*DATA SHOWN*:
□ □ □

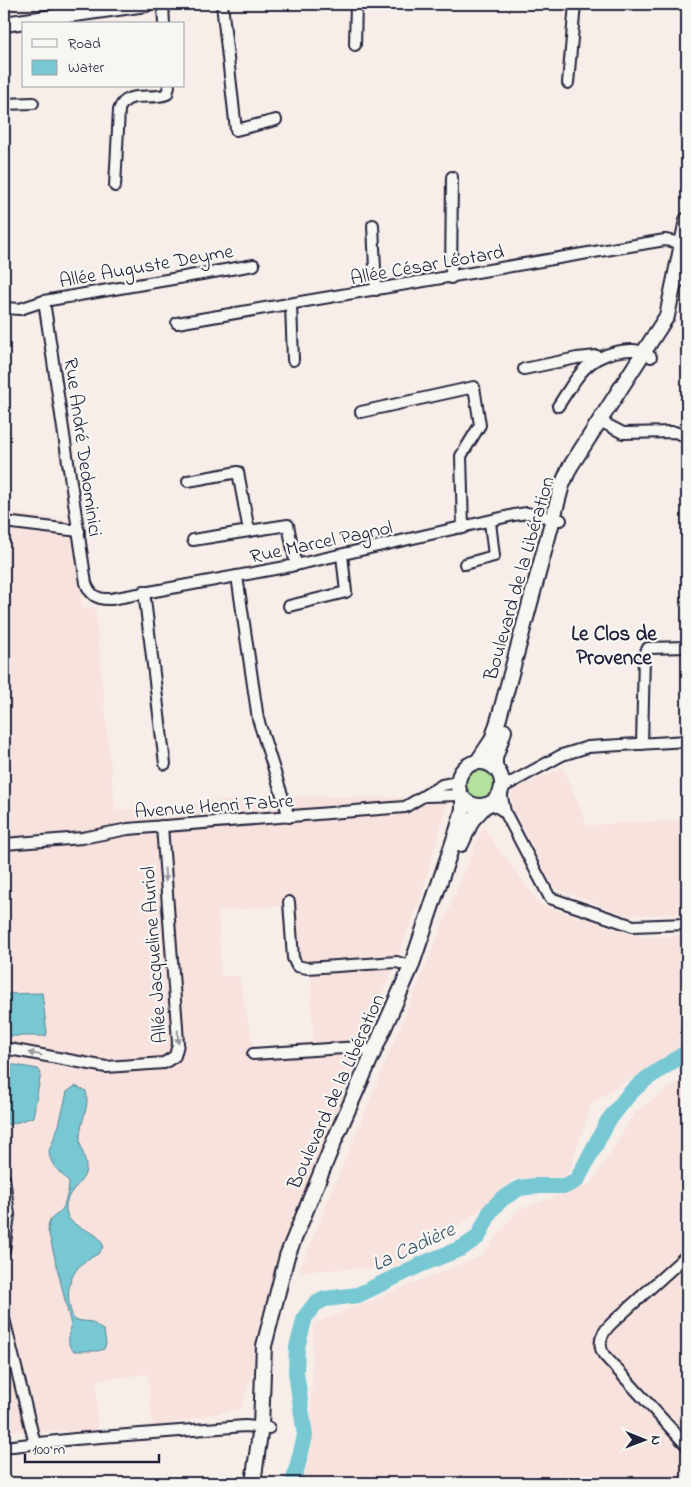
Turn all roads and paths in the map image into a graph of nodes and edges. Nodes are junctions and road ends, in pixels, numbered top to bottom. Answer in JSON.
{"nodes":[{"id":1,"x":146,"y":4,"type":"edge"},
{"id":2,"x":163,"y":4,"type":"edge"},
{"id":3,"x":222,"y":4,"type":"edge"},
{"id":4,"x":356,"y":4,"type":"edge"},
{"id":5,"x":575,"y":4,"type":"edge"},
{"id":6,"x":164,"y":22,"type":"edge"},
{"id":7,"x":4,"y":24,"type":"edge"},
{"id":8,"x":355,"y":44,"type":"dead end"},
{"id":9,"x":568,"y":82,"type":"dead end"},
{"id":10,"x":169,"y":88,"type":"edge"},
{"id":11,"x":33,"y":103,"type":"dead end"},
{"id":12,"x":4,"y":104,"type":"edge"},
{"id":13,"x":276,"y":120,"type":"dead end"},
{"id":14,"x":452,"y":177,"type":"dead end"},
{"id":15,"x":115,"y":186,"type":"dead end"},
{"id":16,"x":687,"y":220,"type":"edge"},
{"id":17,"x":373,"y":224,"type":"dead end"},
{"id":18,"x":686,"y":246,"type":"edge"},
{"id":19,"x":254,"y":265,"type":"dead end"},
{"id":20,"x":451,"y":278,"type":"junction"},
{"id":21,"x":681,"y":280,"type":"edge"},
{"id":22,"x":376,"y":290,"type":"junction"},
{"id":23,"x":44,"y":301,"type":"junction"},
{"id":24,"x":291,"y":304,"type":"junction"},
{"id":25,"x":4,"y":308,"type":"edge"},
{"id":26,"x":177,"y":323,"type":"dead end"},
{"id":27,"x":648,"y":354,"type":"junction"},
{"id":28,"x":598,"y":356,"type":"junction"},
{"id":29,"x":293,"y":360,"type":"dead end"},
{"id":30,"x":524,"y":369,"type":"dead end"},
{"id":31,"x":558,"y":406,"type":"dead end"},
{"id":32,"x":361,"y":412,"type":"dead end"},
{"id":33,"x":604,"y":422,"type":"junction"},
{"id":34,"x":687,"y":437,"type":"edge"},
{"id":35,"x":188,"y":481,"type":"dead end"},
{"id":36,"x":557,"y":519,"type":"junction"},
{"id":37,"x":4,"y":522,"type":"edge"},
{"id":38,"x":490,"y":522,"type":"junction"},
{"id":39,"x":463,"y":528,"type":"junction"},
{"id":40,"x":79,"y":531,"type":"junction"},
{"id":41,"x":249,"y":531,"type":"junction"},
{"id":42,"x":193,"y":540,"type":"dead end"},
{"id":43,"x":342,"y":555,"type":"junction"},
{"id":44,"x":464,"y":564,"type":"dead end"},
{"id":45,"x":296,"y":565,"type":"junction"},
{"id":46,"x":237,"y":576,"type":"junction"},
{"id":47,"x":144,"y":591,"type":"junction"},
{"id":48,"x":94,"y":597,"type":"joint"},
{"id":49,"x":289,"y":606,"type":"dead end"},
{"id":50,"x":687,"y":646,"type":"edge"},
{"id":51,"x":687,"y":741,"type":"edge"},
{"id":52,"x":642,"y":744,"type":"junction"},
{"id":53,"x":478,"y":761,"type":"junction"},
{"id":54,"x":165,"y":764,"type":"dead end"},
{"id":55,"x":500,"y":781,"type":"junction"},
{"id":56,"x":461,"y":792,"type":"junction"},
{"id":57,"x":488,"y":805,"type":"junction"},
{"id":58,"x":506,"y":812,"type":"junction"},
{"id":59,"x":289,"y":817,"type":"junction"},
{"id":60,"x":162,"y":826,"type":"junction"},
{"id":61,"x":4,"y":844,"type":"edge"},
{"id":62,"x":439,"y":887,"type":"junction"},
{"id":63,"x":289,"y":902,"type":"dead end"},
{"id":64,"x":687,"y":924,"type":"edge"},
{"id":65,"x":411,"y":967,"type":"junction"},
{"id":66,"x":4,"y":1048,"type":"edge"},
{"id":67,"x":374,"y":1052,"type":"junction"},
{"id":68,"x":253,"y":1054,"type":"dead end"},
{"id":69,"x":4,"y":1178,"type":"edge"},
{"id":70,"x":4,"y":1250,"type":"edge"},
{"id":71,"x":687,"y":1255,"type":"edge"},
{"id":72,"x":4,"y":1319,"type":"edge"},
{"id":73,"x":265,"y":1427,"type":"junction"},
{"id":74,"x":35,"y":1444,"type":"junction"},
{"id":75,"x":687,"y":1446,"type":"edge"},
{"id":76,"x":4,"y":1448,"type":"edge"},
{"id":77,"x":253,"y":1483,"type":"edge"},
{"id":78,"x":257,"y":1483,"type":"edge"}],
"edges":[{"from":1,"to":7,"type":"street"},
{"from":2,"to":6,"type":"street"},
{"from":3,"to":13,"type":"street"},
{"from":4,"to":8,"type":"street"},
{"from":5,"to":9,"type":"street"},
{"from":10,"to":15,"type":"street"},
{"from":11,"to":12,"type":"street"},
{"from":14,"to":20,"type":"street"},
{"from":16,"to":18,"type":"street","name":"Boulevard de la Libération"},
{"from":17,"to":22,"type":"street"},
{"from":18,"to":20,"type":"street","name":"Allée César Léotard"},
{"from":18,"to":21,"type":"street","name":"Boulevard de la Libération"},
{"from":19,"to":23,"type":"street","name":"Allée Auguste Deyme"},
{"from":20,"to":22,"type":"street","name":"Allée César Léotard"},
{"from":21,"to":27,"type":"street","name":"Boulevard de la Libération"},
{"from":22,"to":24,"type":"street","name":"Allée César Léotard"},
{"from":23,"to":25,"type":"street","name":"Allée Auguste Deyme"},
{"from":23,"to":40,"type":"street","name":"Rue André Dedominici"},
{"from":24,"to":26,"type":"street","name":"Allée César Léotard"},
{"from":24,"to":29,"type":"street"},
{"from":27,"to":28,"type":"street"},
{"from":27,"to":33,"type":"street","name":"Boulevard de la Libération"},
{"from":28,"to":30,"type":"street"},
{"from":28,"to":31,"type":"street"},
{"from":32,"to":39,"type":"street"},
{"from":33,"to":34,"type":"street"},
{"from":33,"to":36,"type":"street","name":"Boulevard de la Libération"},
{"from":35,"to":41,"type":"street"},
{"from":36,"to":38,"type":"street","name":"Rue Marcel Pagnol"},
{"from":36,"to":53,"type":"street","name":"Boulevard de la Libération"},
{"from":36,"to":55,"type":"street","name":"Boulevard de la Libération"},
{"from":37,"to":40,"type":"street"},
{"from":38,"to":39,"type":"street","name":"Rue Marcel Pagnol"},
{"from":38,"to":44,"type":"street"},
{"from":39,"to":43,"type":"street","name":"Rue Marcel Pagnol"},
{"from":40,"to":48,"type":"street","name":"Rue André Dedominici"},
{"from":41,"to":42,"type":"street"},
{"from":41,"to":45,"type":"street"},
{"from":43,"to":45,"type":"street","name":"Rue Marcel Pagnol"},
{"from":43,"to":49,"type":"street"},
{"from":45,"to":46,"type":"street","name":"Rue Marcel Pagnol"},
{"from":46,"to":47,"type":"street","name":"Rue Marcel Pagnol"},
{"from":46,"to":59,"type":"street"},
{"from":47,"to":48,"type":"street","name":"Rue Marcel Pagnol"},
{"from":47,"to":54,"type":"street"},
{"from":50,"to":52,"type":"street"},
{"from":51,"to":52,"type":"street"},
{"from":52,"to":55,"type":"street"},
{"from":53,"to":55,"type":"street"},
{"from":53,"to":56,"type":"street","name":"Boulevard de la Libération"},
{"from":55,"to":57,"type":"street","name":"Boulevard de la Libération"},
{"from":55,"to":58,"type":"street"},
{"from":56,"to":57,"type":"street"},
{"from":56,"to":59,"type":"street","name":"Avenue Henri Fabre"},
{"from":56,"to":62,"type":"street","name":"Boulevard de la Libération"},
{"from":57,"to":58,"type":"street"},
{"from":57,"to":62,"type":"street","name":"Boulevard de la Libération"},
{"from":58,"to":64,"type":"street"},
{"from":59,"to":60,"type":"street","name":"Avenue Henri Fabre"},
{"from":60,"to":61,"type":"street","name":"Avenue Henri Fabre"},
{"from":60,"to":66,"type":"street","name":"Allée Jacqueline Auriol","one_way":true},
{"from":62,"to":65,"type":"street","name":"Boulevard de la Libération"},
{"from":63,"to":65,"type":"street"},
{"from":65,"to":67,"type":"street","name":"Boulevard de la Libération"},
{"from":67,"to":68,"type":"street"},
{"from":67,"to":73,"type":"street","name":"Boulevard de la Libération"},
{"from":69,"to":70,"type":"street"},
{"from":71,"to":75,"type":"street"},
{"from":72,"to":74,"type":"street"},
{"from":73,"to":74,"type":"street"},
{"from":73,"to":77,"type":"street","name":"Boulevard de la Libération"},
{"from":73,"to":78,"type":"street","name":"Boulevard de la Libération"},
{"from":74,"to":76,"type":"street"}]}
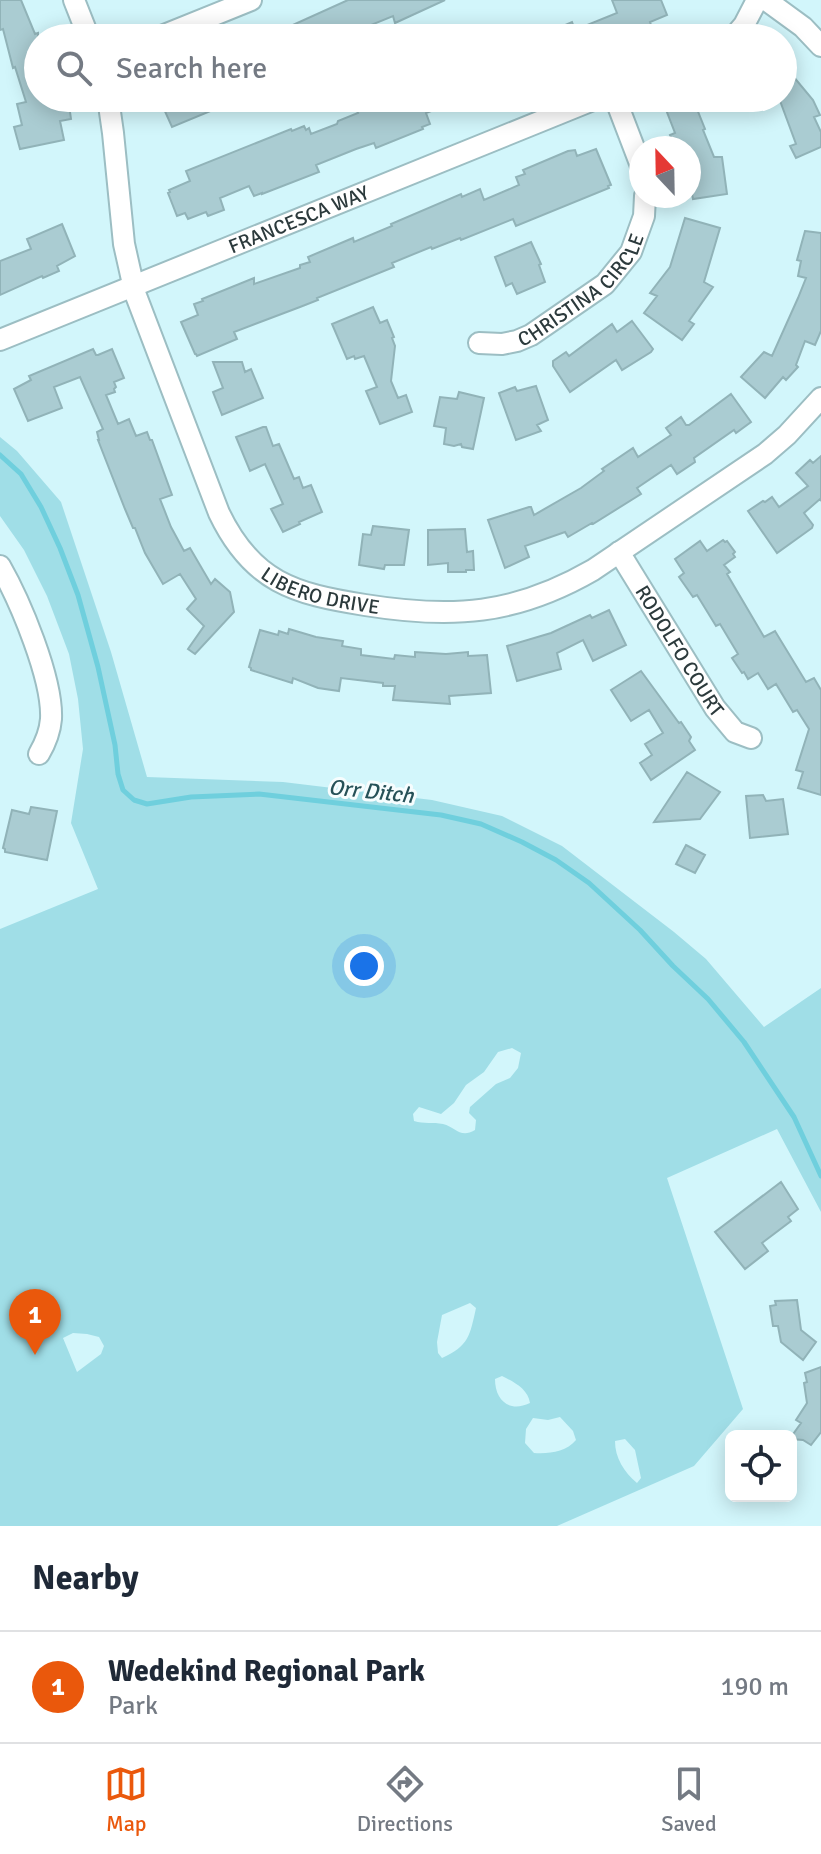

□ □ □

*PROMPT*: Take each line from the preceding material that contains "Allée" and copy it.

*OUTPUT OF THE TASK*:
{"from":18,"to":20,"type":"street","name":"Allée César Léotard"},
{"from":19,"to":23,"type":"street","name":"Allée Auguste Deyme"},
{"from":20,"to":22,"type":"street","name":"Allée César Léotard"},
{"from":22,"to":24,"type":"street","name":"Allée César Léotard"},
{"from":23,"to":25,"type":"street","name":"Allée Auguste Deyme"},
{"from":24,"to":26,"type":"street","name":"Allée César Léotard"},
{"from":60,"to":66,"type":"street","name":"Allée Jacqueline Auriol","one_way":true},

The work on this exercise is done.